[Opening EXTRACTED INFORMATION section]
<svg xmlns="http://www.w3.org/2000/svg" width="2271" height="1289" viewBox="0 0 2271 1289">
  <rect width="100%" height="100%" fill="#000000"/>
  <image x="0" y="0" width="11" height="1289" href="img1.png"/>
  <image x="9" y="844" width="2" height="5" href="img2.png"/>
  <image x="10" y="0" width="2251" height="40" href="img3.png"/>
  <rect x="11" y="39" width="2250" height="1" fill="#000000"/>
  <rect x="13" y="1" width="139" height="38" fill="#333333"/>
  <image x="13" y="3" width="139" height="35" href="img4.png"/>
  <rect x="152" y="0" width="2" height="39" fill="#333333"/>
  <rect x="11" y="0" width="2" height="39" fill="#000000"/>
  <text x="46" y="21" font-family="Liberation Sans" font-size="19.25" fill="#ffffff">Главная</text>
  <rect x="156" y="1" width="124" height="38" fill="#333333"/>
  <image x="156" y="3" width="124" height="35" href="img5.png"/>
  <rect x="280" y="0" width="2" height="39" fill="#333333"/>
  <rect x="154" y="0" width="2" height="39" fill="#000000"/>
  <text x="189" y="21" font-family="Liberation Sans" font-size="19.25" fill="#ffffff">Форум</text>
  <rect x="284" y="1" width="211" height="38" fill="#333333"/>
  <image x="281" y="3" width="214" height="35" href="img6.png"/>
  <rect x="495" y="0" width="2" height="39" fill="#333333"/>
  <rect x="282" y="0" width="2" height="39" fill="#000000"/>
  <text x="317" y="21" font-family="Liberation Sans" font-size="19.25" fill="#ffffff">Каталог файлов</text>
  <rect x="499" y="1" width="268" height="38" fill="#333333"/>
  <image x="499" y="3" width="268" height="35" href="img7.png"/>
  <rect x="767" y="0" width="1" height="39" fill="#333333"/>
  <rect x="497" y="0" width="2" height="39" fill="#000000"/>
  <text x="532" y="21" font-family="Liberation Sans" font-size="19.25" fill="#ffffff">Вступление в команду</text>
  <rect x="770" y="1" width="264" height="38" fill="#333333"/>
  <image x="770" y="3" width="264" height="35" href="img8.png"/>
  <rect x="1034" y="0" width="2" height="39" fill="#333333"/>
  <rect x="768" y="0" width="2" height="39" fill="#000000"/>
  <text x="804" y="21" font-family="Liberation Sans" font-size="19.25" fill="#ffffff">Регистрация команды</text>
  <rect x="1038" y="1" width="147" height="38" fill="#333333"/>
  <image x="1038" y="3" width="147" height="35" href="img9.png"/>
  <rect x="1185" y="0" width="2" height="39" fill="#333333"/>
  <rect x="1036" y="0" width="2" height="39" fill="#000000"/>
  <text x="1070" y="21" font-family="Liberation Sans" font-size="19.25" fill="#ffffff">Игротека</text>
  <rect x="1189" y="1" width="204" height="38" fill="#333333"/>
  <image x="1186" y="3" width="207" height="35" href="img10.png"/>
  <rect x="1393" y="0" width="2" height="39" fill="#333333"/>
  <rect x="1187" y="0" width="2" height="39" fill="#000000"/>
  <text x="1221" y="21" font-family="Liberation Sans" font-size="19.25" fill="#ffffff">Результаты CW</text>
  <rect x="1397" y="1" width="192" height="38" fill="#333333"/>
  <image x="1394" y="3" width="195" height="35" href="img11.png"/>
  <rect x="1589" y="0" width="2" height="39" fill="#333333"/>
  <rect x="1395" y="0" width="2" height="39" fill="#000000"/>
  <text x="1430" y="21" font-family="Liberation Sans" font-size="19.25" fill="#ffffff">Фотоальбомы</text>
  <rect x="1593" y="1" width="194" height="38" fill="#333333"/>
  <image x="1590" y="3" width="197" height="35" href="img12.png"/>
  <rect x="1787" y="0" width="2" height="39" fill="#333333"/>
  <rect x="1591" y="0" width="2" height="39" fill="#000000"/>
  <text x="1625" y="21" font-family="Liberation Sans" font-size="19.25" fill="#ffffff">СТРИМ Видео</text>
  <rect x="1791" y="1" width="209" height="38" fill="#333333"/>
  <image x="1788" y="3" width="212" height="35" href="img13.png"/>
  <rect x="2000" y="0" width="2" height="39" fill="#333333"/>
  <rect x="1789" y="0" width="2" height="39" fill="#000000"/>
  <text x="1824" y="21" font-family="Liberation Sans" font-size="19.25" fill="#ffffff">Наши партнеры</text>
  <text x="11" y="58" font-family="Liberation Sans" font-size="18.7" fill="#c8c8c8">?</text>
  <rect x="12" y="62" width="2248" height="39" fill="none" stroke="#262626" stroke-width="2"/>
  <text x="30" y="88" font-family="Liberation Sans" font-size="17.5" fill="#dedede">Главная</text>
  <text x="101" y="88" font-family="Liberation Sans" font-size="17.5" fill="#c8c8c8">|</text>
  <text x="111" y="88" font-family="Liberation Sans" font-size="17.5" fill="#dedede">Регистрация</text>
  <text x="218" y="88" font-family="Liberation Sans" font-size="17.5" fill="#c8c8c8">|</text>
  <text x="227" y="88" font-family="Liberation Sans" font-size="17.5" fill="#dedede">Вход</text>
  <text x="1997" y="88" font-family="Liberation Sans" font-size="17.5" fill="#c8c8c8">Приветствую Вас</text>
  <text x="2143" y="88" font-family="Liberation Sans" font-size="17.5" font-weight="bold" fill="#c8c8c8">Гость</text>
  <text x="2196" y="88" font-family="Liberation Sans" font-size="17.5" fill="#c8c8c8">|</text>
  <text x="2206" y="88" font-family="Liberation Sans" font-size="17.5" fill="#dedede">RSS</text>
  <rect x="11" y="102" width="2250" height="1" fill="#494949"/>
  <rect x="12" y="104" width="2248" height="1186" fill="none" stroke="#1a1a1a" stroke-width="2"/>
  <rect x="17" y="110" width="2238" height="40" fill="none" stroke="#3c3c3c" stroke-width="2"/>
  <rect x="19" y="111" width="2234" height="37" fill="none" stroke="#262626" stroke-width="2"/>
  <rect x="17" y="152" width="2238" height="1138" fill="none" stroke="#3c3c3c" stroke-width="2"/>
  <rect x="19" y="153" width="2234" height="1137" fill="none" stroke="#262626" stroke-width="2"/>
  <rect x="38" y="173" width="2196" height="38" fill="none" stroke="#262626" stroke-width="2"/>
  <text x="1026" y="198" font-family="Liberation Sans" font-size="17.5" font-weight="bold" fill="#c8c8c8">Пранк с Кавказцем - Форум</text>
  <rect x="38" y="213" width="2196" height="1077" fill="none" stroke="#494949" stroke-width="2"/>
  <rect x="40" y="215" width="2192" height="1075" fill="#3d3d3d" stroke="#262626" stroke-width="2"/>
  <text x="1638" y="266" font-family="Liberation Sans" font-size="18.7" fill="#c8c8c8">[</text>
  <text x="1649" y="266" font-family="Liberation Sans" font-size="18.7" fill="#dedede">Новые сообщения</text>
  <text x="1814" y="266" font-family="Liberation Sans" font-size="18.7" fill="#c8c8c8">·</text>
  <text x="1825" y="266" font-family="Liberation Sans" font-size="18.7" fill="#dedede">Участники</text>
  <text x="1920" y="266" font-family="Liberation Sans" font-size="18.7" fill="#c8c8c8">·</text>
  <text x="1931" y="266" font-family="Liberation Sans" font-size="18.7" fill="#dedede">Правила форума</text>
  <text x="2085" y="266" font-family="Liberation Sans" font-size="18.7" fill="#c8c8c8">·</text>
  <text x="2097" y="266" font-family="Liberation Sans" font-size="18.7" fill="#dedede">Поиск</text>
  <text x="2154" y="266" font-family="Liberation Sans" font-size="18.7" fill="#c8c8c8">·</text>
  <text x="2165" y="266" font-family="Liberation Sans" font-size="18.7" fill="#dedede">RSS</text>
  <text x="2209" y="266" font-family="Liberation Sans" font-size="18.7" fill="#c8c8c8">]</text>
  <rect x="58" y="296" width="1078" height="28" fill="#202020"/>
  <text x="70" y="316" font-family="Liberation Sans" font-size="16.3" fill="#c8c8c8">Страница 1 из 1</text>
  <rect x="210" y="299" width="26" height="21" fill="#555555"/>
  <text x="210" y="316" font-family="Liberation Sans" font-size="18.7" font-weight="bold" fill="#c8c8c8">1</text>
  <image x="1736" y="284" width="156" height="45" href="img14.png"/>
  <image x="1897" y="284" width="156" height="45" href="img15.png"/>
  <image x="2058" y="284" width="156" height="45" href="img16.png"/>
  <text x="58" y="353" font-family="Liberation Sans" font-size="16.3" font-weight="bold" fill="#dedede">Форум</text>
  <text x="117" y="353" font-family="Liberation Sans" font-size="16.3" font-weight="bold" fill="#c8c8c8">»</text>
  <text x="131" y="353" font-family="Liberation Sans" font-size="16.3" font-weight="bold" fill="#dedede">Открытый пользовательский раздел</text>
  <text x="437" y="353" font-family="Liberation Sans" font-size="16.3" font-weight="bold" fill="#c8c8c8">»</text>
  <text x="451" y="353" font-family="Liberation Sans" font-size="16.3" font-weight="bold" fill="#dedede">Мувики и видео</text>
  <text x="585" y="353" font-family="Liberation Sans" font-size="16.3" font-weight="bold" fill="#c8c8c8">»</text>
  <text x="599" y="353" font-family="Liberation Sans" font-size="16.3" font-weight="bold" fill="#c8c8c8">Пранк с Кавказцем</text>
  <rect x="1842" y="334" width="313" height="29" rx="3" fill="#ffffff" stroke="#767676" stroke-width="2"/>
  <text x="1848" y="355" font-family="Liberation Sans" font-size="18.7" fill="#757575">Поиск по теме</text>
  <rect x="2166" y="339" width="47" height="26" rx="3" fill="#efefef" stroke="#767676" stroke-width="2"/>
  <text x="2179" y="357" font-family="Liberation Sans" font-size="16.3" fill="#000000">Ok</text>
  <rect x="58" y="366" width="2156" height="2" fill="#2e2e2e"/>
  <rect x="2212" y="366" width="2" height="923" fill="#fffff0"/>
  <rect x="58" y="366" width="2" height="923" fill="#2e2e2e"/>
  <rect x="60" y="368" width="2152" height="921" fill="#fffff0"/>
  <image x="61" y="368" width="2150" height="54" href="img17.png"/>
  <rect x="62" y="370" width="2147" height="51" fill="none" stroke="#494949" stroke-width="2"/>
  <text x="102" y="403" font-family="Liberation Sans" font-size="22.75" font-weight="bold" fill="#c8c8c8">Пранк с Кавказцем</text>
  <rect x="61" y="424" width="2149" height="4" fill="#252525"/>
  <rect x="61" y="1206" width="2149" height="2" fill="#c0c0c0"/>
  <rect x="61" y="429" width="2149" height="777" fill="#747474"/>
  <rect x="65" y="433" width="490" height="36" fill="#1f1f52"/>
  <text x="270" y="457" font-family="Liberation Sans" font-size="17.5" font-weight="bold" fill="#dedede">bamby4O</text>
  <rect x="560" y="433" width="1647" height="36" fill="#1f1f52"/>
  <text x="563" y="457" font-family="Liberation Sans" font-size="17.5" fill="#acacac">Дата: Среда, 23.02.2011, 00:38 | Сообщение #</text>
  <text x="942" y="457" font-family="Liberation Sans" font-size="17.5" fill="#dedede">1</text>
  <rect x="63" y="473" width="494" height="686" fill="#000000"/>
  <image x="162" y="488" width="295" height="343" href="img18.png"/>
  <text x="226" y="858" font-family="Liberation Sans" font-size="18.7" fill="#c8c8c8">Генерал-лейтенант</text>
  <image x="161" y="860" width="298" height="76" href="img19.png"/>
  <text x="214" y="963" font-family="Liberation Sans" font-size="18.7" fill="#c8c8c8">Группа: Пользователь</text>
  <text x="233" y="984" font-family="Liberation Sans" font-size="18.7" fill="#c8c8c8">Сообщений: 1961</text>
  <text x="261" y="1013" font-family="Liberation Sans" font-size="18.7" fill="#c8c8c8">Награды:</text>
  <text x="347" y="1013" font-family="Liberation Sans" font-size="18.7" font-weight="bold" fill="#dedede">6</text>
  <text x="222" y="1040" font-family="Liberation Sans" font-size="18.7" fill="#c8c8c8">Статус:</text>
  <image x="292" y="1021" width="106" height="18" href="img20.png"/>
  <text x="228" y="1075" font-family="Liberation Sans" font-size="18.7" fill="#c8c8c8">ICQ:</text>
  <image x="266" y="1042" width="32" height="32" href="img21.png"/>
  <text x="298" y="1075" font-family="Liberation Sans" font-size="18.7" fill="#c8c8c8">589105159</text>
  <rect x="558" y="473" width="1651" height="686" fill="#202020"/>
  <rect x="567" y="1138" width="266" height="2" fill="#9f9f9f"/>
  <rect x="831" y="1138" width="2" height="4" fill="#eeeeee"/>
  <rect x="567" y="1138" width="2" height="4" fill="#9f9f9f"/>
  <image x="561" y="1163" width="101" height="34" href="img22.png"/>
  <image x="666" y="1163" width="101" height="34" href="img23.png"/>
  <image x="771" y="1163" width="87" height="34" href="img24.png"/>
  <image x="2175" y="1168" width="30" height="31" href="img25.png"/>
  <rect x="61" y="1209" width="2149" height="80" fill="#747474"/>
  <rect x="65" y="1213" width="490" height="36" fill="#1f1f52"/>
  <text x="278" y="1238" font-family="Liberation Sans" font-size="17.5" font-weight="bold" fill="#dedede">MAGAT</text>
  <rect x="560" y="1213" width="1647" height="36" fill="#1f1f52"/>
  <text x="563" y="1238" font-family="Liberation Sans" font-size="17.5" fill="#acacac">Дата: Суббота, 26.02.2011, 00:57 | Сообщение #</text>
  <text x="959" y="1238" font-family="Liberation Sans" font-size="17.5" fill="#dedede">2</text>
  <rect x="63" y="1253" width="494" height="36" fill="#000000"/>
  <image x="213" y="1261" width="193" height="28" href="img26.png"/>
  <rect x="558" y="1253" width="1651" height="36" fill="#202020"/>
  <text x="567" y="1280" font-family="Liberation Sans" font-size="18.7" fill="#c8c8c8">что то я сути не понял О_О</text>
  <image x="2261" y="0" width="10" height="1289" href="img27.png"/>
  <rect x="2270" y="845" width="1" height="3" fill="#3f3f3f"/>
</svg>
[Closing EXTRACTED INFORMATION section]
◆ **TASK ITEM**
The lines to copy are those above that contain "ffffff".

◆ **RESULT FOR THIS EXERCISE**
  <text x="46" y="21" font-family="Liberation Sans" font-size="19.25" fill="#ffffff">Главная</text>
  <text x="189" y="21" font-family="Liberation Sans" font-size="19.25" fill="#ffffff">Форум</text>
  <text x="317" y="21" font-family="Liberation Sans" font-size="19.25" fill="#ffffff">Каталог файлов</text>
  <text x="532" y="21" font-family="Liberation Sans" font-size="19.25" fill="#ffffff">Вступление в команду</text>
  <text x="804" y="21" font-family="Liberation Sans" font-size="19.25" fill="#ffffff">Регистрация команды</text>
  <text x="1070" y="21" font-family="Liberation Sans" font-size="19.25" fill="#ffffff">Игротека</text>
  <text x="1221" y="21" font-family="Liberation Sans" font-size="19.25" fill="#ffffff">Результаты CW</text>
  <text x="1430" y="21" font-family="Liberation Sans" font-size="19.25" fill="#ffffff">Фотоальбомы</text>
  <text x="1625" y="21" font-family="Liberation Sans" font-size="19.25" fill="#ffffff">СТРИМ Видео</text>
  <text x="1824" y="21" font-family="Liberation Sans" font-size="19.25" fill="#ffffff">Наши партнеры</text>
  <rect x="1842" y="334" width="313" height="29" rx="3" fill="#ffffff" stroke="#767676" stroke-width="2"/>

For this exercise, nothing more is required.